Jaffe: Jackie Robinson and the integration advantage

From SABR member Jay Jaffe at FanGraphs on April 17, 2018:

Sunday was Jackie Robinson Day around the majors, commemorating the anniversary — the 71st, this year — of the fall of baseball’s color line via Robinson’s debut with the Brooklyn Dodgers. But just as Robinson’s immeasurable courage in confronting racism and the immense talent he showed while playing at the highest level deserve more than a single day for paying tribute, so too is it worth remembering the black players who bravely followed in his footsteps and ensured that baseball’s great experiment would not be a one-off. In the two decades following Robinson’s arrival, the influx of talent, first from the Negro Leagues and then the sandlots and high schools whose players previously could not have dreamt of such an opportunity, radically transformed the National League, in particular.

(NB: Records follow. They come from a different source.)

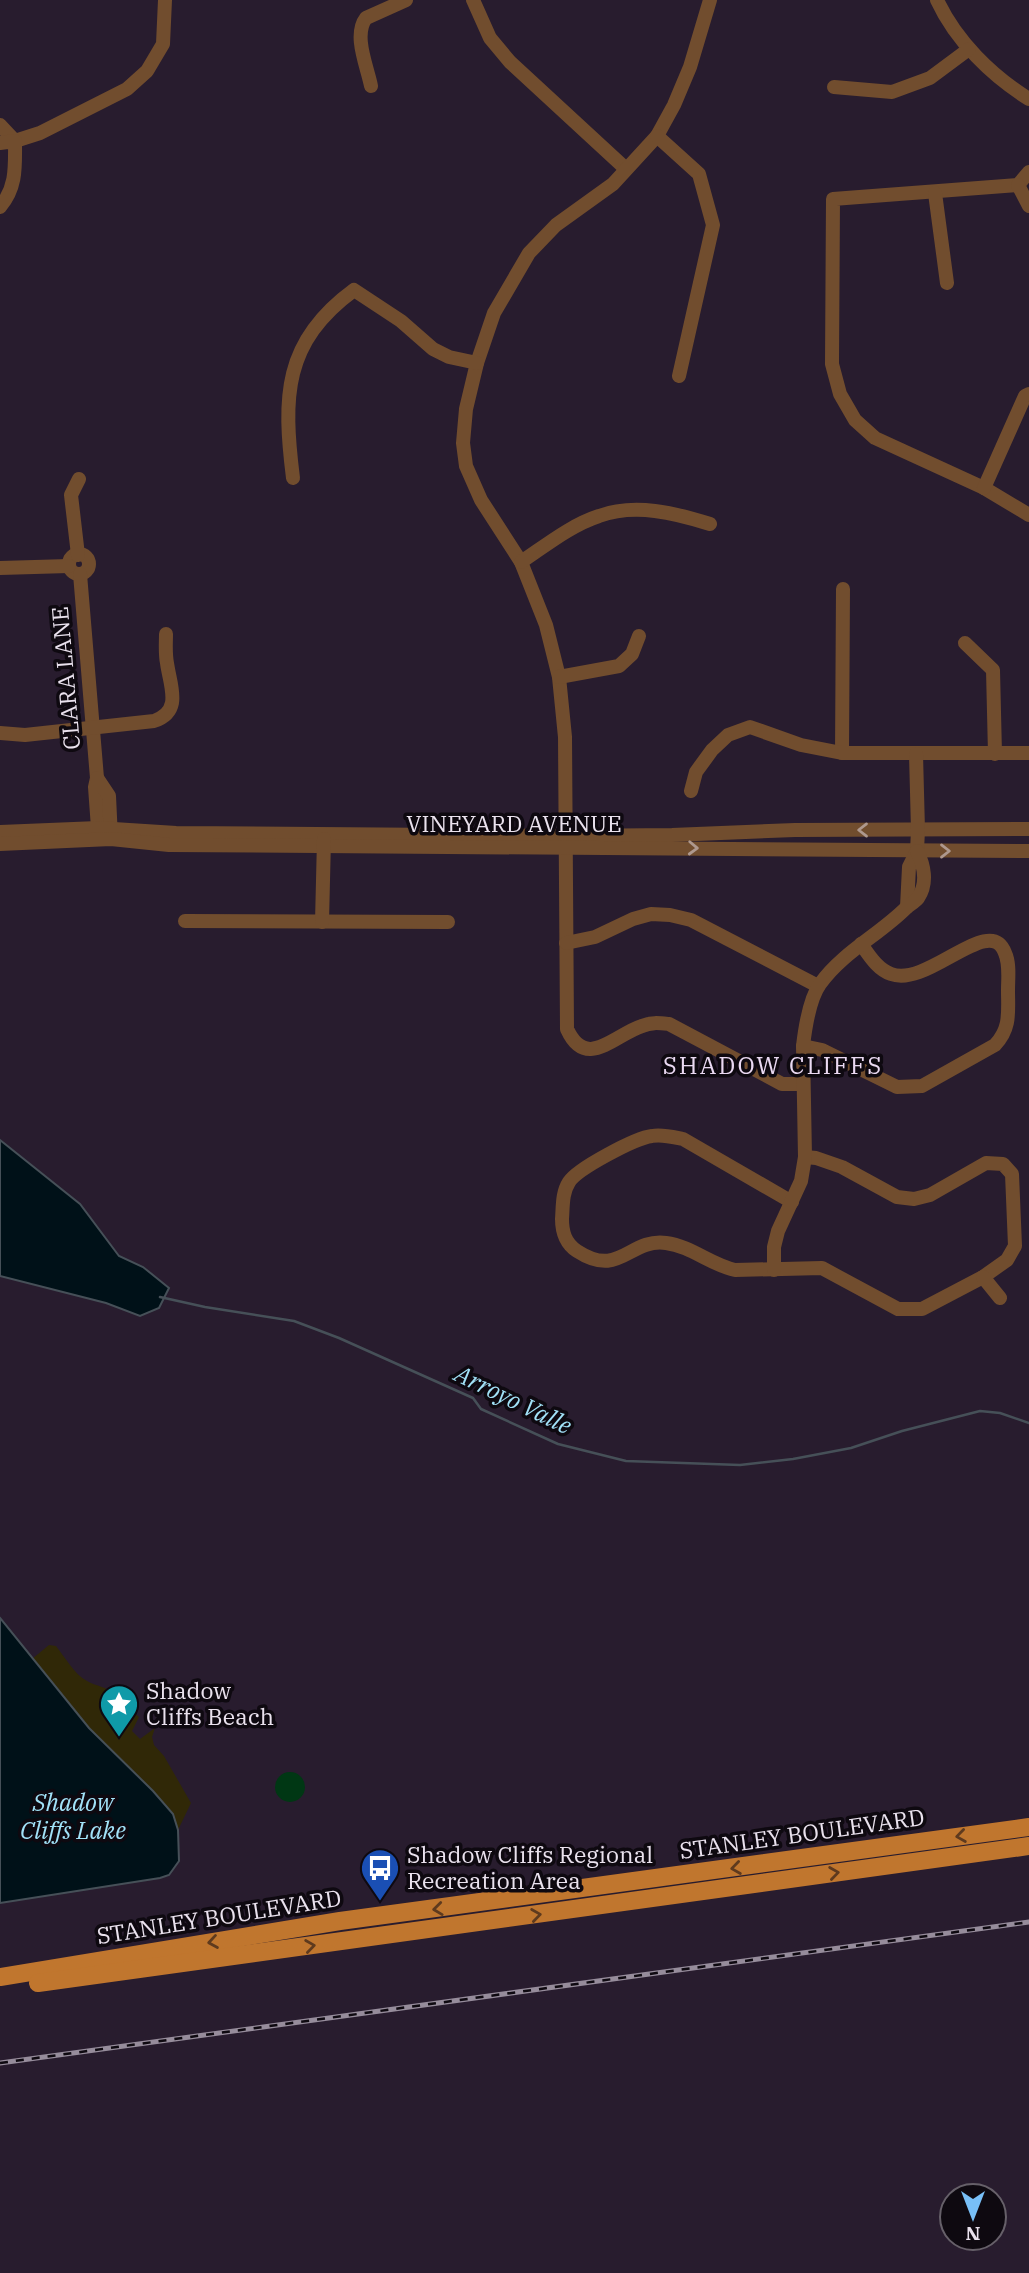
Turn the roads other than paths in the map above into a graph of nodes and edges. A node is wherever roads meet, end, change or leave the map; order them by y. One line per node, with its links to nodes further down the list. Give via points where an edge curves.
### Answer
1 (165, 0): 12 (street, via 163,44 147,71 127,89 40,133)
2 (406, 0): 7 (street, via 362,23)
3 (473, 0): 13 (street, via 491,37 510,62)
4 (710, 0): 11 (street, via 690,66)
5 (937, 0): 6 (street)
6 (969, 49): 8 (street, via 930,78 892,92); 9 (street)
7 (372, 86)
8 (834, 87)
9 (1029, 99)
10 (0, 125): 12 (street)
11 (657, 136): 13 (street); 21 (street, via 699,174 713,225)
12 (7, 142): 18 (street, via 15,165 10,194)
13 (626, 169): 20 (street, via 529,253 494,313)
14 (1029, 172): 15 (street)
15 (1018, 185): 16 (street); 17 (street)
16 (935, 193): 19 (street); 27 (street, via 833,200 832,364 840,394 855,419 875,438)
17 (1029, 206)
18 (0, 207)
19 (947, 283)
20 (477, 363): 23 (street, via 433,349 354,290 316,323 303,345 292,375); 30 (street, via 466,409 466,466 481,500)
21 (678, 376)
22 (1029, 394): 27 (street)
23 (289, 445): 24 (street); 25 (street)
24 (272, 446)
25 (293, 478)
26 (79, 479): 31 (street, CLARA LANE, via 71,495)
27 (984, 488): 28 (street)
28 (1029, 515)
29 (710, 524): 30 (street, via 628,509 599,516)
30 (520, 562): 37 (street, via 546,625)
31 (75, 565): 32 (street); 38 (street, CLARA LANE)
32 (0, 568)
33 (843, 589): 40 (street)
34 (166, 634): 38 (street, via 173,700 169,713 154,721)
35 (639, 636): 37 (street, via 632,654 619,666)
36 (965, 643): 43 (street, via 993,670)
37 (559, 677): 50 (street, via 565,737)
38 (93, 728): 39 (street); 48 (street, CLARA LANE, via 94,787)
39 (0, 733)
40 (842, 752): 42 (street); 44 (street, via 801,745 750,727 728,735 712,750 696,772)
41 (1029, 753): 43 (street)
42 (916, 754): 43 (street); 46 (street)
43 (995, 754)
44 (691, 792)
45 (1029, 829): 46 (street, VINEYARD AVENUE)
46 (918, 830): 50 (street, VINEYARD AVENUE, one-way to 50, via 795,830); 52 (street)
47 (0, 832): 48 (street, VINEYARD AVENUE)
48 (107, 832): 49 (street, VINEYARD AVENUE, via 169,845); 51 (street, VINEYARD AVENUE)
49 (324, 841): 50 (street, VINEYARD AVENUE); 55 (street)
50 (565, 842): 52 (street, VINEYARD AVENUE, one-way to 52); 57 (street)
51 (0, 844)
52 (917, 851): 53 (street, VINEYARD AVENUE, one-way to 53); 58 (street, via 909,867 908,907)
53 (1029, 851)
54 (185, 921): 55 (street)
55 (322, 922): 56 (street)
56 (448, 922)
57 (566, 943): 59 (street, via 595,937 651,914 670,915 691,920); 61 (street, via 567,1029 581,1048 594,1050 652,1023 669,1024 755,1072 782,1084)
58 (862, 944): 59 (street, via 837,963); 60 (street, via 875,964 891,974 908,976 925,972 982,940 996,941 1007,960 1009,1026 995,1045 922,1086 909,1088)
59 (818, 986): 60 (street)
60 (803, 1046): 61 (street)
61 (803, 1084): 62 (street)
62 (805, 1157): 63 (street); 65 (street, via 842,1167 897,1197 914,1199 930,1195 986,1163 1003,1164 1012,1174 1015,1246 1007,1260)
63 (792, 1202): 64 (street, via 778,1231); 64 (street, via 683,1139 667,1135 651,1136 619,1149 570,1180 564,1193 562,1231 568,1244 604,1262 648,1244 666,1242 723,1268)
64 (774, 1270): 65 (street, via 822,1268 898,1309 922,1309)
65 (983, 1277): 66 (street)
66 (1000, 1298)
67 (1029, 1827): 69 (main road, STANLEY BOULEVARD, one-way to 69)
68 (1029, 1846): 70 (main road, STANLEY BOULEVARD, one-way to 68)
69 (483, 1903): 70 (main road); 71 (main road, STANLEY BOULEVARD, one-way to 71, via 340,1921)
70 (486, 1922): 72 (main road, STANLEY BOULEVARD, one-way to 70)
71 (0, 1976)
72 (0, 1988)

Led by president and general manager Branch Rickey, the Dodgers, of course, got the jump. During Robinson’s major-league career, which lasted from 1947 to 1956, the Dodgers won six pennants as well as their lone Brooklyn-era championship in 1955. In addition to becoming a pioneer of tremendous importance, Jackie himself was the game’s third-most valuable player over that span according to WAR (57.2), behind only Stan Musial and Ted Williams. While the Dodgers had a great supporting cast of white players such as Gil Hodges, Pee Wee Reese, and Duke Snider, those teams also got great work from two Negro Leagues graduates whom Rickey had signed before Robinson even reached the majors — namely Roy Campanella, who debuted in 1948 and went on to win three NL MVP awards, and Don Newcombe, who debuted in 1949, won Rookie of the Year honors that season, and would later win a Cy Young and an MVP award.


In addition to their 10 pennants during the 1947-66 span, the Dodgers narrowly missed three more, one on the final day of the 1950 regular season (they lost to the “Whiz Kid” Philadelphia Phillies, whom they could have tied with a victory) and two more to the New York Giants in best-of-three playoffs, not only in 1951 but also in 1962. While a pair of American League teams, the Cleveland Indians and St. Louis Browns, both integrated before the 1947 season was over, it would take until 1949 for the next NL team (the Giants) to do so, with the Boston Braves following a year later — with yet another player the Rickey-era Dodgers had signed, outfielder Sam Jethroe. The Giants, who would pluck Mays out of the Negro Leagues in June 1950, and Braves, who would do likewise with Hank Aaron in June 1952, would become the only other NL teams to win multiple pennants during that two-decade span, while the rest of the Senior Circuit was largely left in the dust

Read the full article here: https://www.fangraphs.com/blogs/jackie-robinson-and-the-integration-advantage/

Originally published: April 17, 2018. Last Updated: April 17, 2018.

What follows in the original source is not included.